Parramatta-Epping is the dotted link - the solid line had already been built
So Labor has no right to throw any stones.

And yet:
During the last election, a commitment from Labor magically appeared - NSW would spend $500 million and the Federal Government would contribute $2 billion to link Epping to Parramatta.

This was an obscenely cynical promise. By the point that the promise was made, Labor knew that they had no chance of winning. They also knew that O'Farrell has committed to the North-West Rail-Link - an extremely expensive but equally necessary project. Pennies would need to be pinched.

Moreover, the Parramatta Epping Link was now Labor's idea - and if O'Farrell decided to fund it then it would be "Labor's idea" - and all credit for the plan would evapourate.

What Labor's promise really meant was that the Parramatta link would never be built - or, at the very least, it would slip well down the priority list. Like I said, cynical.

This is what press releases like this from Labor are meant to achieve. It is meant to damage O'Farrell for not doing something that Labor would relentlessly hammer him for doing.

Does it work? Probably. But far less than it would if Labor actually had a good record of building the infrastrusture that the press release talks about.

The problem is that of course Labor has no such record - and the public remembers that Labor squibbed on building that link in the first place.  It seems pretty unlikely that an attack on the Coalition for not building is going to do anything other than remind the public about Labor's (many) failings.

Penny Sharpe (who I generally like and respect) might be better advised to find a credible basis to attack O'Farrell.

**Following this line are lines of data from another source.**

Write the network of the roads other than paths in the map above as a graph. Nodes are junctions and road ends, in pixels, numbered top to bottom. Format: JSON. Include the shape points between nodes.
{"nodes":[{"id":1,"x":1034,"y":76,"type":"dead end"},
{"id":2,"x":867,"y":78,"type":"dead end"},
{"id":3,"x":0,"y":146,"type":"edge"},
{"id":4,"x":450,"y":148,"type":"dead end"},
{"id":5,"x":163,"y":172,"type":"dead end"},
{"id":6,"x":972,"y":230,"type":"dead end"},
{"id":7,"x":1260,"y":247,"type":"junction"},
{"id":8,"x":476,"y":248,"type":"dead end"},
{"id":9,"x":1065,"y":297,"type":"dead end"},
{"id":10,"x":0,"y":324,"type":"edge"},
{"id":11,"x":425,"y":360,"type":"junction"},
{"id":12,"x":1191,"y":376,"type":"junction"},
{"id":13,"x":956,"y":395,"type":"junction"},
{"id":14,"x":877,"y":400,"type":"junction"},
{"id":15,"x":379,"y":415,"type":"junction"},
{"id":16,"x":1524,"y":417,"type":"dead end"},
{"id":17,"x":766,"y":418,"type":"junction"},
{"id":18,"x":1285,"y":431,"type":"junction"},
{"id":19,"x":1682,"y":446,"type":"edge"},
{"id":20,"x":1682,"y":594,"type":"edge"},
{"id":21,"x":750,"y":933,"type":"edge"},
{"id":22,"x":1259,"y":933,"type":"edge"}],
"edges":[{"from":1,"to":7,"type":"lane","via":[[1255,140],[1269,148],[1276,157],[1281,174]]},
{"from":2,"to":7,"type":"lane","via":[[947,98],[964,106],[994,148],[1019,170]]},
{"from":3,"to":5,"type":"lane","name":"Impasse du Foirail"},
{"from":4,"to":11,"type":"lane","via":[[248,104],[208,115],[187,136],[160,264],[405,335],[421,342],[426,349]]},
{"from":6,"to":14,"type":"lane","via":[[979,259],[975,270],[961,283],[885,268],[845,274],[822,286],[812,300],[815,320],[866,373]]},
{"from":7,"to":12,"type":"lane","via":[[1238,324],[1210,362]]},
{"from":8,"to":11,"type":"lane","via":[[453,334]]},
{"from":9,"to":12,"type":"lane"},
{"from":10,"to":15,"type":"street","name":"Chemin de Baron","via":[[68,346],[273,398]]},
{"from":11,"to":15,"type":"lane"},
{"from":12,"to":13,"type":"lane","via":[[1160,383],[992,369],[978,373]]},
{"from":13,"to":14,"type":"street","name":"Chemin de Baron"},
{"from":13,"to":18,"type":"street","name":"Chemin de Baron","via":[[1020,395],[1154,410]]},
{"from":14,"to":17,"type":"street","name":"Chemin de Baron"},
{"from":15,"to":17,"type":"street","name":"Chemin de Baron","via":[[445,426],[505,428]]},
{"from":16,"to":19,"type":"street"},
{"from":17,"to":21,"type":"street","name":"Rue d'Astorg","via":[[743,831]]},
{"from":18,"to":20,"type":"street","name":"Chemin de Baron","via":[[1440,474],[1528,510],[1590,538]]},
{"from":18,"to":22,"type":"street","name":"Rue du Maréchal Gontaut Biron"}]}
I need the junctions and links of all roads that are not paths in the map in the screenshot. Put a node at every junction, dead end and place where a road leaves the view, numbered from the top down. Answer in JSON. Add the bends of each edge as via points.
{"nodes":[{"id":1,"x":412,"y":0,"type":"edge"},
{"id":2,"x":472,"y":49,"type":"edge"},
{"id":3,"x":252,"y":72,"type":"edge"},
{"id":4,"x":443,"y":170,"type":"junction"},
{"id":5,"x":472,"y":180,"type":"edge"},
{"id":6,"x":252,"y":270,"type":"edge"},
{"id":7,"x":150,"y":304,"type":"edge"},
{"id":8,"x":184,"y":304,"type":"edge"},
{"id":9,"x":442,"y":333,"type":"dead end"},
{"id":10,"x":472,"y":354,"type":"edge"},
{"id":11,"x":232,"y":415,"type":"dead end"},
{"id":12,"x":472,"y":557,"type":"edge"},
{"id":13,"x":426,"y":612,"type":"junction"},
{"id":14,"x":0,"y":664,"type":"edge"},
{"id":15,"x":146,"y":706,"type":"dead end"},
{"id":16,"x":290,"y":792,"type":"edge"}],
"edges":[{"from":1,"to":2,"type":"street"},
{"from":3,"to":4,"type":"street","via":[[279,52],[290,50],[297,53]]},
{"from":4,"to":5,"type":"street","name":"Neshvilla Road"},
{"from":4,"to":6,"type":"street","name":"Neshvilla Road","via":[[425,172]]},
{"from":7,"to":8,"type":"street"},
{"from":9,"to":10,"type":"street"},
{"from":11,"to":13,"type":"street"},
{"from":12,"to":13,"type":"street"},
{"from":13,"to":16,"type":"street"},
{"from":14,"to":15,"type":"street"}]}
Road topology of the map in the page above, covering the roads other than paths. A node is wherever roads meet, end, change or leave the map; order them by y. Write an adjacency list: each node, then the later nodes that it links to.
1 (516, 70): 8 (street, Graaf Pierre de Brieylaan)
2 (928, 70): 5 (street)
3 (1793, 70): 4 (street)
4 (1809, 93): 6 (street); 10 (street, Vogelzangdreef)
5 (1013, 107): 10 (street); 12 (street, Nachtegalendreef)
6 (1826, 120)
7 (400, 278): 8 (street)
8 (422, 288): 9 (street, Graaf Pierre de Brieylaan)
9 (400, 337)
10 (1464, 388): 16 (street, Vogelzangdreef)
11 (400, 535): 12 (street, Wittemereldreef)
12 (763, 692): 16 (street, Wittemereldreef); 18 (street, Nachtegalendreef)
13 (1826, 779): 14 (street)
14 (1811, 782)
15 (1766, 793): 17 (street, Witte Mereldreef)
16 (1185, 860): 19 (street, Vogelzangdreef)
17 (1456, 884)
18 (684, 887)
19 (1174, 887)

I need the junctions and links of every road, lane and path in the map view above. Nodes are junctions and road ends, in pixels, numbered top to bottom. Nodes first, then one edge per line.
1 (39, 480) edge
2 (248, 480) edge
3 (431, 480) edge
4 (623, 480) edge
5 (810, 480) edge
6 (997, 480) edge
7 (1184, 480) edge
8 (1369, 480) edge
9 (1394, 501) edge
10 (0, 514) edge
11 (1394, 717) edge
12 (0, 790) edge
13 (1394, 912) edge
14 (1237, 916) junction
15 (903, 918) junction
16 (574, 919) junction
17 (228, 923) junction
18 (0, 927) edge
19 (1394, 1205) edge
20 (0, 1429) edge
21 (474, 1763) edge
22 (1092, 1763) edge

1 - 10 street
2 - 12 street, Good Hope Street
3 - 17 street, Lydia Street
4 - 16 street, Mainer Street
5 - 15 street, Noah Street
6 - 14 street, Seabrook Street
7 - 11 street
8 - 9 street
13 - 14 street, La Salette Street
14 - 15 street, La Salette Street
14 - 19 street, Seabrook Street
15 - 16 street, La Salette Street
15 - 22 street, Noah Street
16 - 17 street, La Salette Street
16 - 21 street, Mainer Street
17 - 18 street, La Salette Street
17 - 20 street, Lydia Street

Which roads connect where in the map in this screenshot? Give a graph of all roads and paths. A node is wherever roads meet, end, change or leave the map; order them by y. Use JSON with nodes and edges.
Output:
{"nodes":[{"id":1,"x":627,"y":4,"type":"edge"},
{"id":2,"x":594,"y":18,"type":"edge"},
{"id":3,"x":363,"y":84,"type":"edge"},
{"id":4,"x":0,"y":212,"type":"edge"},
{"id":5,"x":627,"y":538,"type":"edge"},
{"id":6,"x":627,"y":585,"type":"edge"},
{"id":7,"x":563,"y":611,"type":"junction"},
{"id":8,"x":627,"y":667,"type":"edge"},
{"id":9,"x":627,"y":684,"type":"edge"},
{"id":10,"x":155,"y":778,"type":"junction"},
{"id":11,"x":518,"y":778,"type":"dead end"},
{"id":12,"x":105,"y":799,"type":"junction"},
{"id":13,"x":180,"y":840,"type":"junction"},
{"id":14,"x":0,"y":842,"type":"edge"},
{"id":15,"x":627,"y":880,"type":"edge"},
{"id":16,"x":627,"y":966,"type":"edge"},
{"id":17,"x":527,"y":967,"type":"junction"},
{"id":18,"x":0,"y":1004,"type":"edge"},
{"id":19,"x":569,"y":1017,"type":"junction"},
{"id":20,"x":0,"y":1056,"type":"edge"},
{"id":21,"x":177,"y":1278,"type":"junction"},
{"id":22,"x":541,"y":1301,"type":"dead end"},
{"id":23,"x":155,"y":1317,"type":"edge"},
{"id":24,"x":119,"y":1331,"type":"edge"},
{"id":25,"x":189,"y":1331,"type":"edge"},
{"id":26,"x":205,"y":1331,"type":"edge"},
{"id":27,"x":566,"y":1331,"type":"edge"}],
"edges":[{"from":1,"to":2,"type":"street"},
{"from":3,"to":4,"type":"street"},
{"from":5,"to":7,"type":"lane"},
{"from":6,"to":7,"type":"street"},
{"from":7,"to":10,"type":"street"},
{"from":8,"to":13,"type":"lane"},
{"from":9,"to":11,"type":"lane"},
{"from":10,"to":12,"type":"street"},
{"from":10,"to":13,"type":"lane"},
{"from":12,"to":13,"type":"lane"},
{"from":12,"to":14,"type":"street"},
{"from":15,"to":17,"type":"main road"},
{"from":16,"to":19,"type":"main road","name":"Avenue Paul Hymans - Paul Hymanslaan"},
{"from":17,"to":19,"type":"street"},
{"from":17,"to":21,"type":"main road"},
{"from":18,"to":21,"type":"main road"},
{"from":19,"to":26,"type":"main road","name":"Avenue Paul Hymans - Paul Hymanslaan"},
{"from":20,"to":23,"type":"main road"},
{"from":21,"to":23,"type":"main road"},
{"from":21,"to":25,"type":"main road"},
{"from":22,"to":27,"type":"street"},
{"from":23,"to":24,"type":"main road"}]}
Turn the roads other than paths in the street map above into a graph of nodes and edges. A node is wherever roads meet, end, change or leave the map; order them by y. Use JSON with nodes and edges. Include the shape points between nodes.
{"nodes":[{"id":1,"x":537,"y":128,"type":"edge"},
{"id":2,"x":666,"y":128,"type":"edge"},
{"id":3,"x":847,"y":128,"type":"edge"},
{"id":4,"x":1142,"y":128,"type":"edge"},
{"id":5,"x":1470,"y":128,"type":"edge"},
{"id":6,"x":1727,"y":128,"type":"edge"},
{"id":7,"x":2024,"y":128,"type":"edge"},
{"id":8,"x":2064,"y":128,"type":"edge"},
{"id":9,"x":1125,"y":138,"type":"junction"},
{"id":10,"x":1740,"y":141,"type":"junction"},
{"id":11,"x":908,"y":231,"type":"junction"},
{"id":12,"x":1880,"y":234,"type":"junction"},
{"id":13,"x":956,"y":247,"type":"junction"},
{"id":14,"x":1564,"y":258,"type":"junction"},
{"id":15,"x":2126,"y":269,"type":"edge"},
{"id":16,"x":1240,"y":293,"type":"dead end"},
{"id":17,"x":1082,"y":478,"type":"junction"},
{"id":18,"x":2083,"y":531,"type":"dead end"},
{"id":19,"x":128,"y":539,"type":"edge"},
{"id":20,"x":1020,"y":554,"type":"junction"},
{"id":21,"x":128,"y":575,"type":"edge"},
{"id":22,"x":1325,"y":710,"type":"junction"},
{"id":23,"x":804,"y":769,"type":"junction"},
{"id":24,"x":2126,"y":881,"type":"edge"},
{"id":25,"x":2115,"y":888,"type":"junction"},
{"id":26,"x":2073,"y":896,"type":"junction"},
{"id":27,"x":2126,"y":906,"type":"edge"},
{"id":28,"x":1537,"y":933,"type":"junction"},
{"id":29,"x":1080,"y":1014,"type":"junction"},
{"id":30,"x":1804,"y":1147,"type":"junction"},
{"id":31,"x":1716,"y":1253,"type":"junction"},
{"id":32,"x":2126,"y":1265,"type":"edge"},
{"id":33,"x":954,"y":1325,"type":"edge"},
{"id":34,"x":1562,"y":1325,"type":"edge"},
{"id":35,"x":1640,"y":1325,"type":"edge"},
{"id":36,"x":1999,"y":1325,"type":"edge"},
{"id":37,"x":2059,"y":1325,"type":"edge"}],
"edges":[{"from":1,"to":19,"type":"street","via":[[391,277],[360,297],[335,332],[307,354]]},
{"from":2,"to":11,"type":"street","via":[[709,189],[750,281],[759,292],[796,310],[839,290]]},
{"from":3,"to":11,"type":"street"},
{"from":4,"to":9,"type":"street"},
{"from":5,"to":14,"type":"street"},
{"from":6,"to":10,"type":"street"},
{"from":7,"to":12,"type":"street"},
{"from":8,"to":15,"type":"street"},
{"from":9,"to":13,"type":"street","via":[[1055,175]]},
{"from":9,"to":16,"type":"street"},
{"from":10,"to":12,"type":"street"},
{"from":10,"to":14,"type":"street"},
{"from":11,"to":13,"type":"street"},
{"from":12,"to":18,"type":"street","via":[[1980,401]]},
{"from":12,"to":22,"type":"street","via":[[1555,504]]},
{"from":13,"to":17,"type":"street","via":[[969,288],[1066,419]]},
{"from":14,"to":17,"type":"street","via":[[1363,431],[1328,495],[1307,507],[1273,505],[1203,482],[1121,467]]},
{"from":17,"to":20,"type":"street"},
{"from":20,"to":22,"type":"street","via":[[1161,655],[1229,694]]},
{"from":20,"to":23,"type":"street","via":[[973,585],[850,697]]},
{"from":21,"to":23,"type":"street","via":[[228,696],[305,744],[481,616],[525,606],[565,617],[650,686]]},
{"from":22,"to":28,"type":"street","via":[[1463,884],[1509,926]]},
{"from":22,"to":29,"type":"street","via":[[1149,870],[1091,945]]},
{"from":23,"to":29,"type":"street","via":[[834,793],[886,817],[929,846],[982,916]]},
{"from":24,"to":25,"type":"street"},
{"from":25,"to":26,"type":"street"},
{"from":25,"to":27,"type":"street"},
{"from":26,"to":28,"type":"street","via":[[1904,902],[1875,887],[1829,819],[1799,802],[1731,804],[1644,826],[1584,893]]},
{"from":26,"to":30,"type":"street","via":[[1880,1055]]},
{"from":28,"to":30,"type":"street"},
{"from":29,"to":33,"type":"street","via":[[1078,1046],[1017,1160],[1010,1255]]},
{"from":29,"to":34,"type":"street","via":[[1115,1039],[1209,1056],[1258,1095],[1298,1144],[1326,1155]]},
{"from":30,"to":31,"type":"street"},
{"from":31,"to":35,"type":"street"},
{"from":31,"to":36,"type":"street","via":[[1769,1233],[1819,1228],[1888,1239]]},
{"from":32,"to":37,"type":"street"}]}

Because this infrastructure line sure ain't much chop.

1 comment:

  1. I agree in regards to Labors inability to deliver public transport. However I think both parties are wasting time and money with both the NWRL and the PERL. The best bang for NSW buck would be a second harbour crossing, with a new CBD relief line between Chatswood and Redfern. This would free up space in the whole system, and massively so. Frankly the areas earmarked for the NWRL and the PERL are not vital to the city rail system or the wider NSW economy. Increasing capacity on the whole system would be both. All Labor and the Liberals care about is narrow election cycles and marginal seats.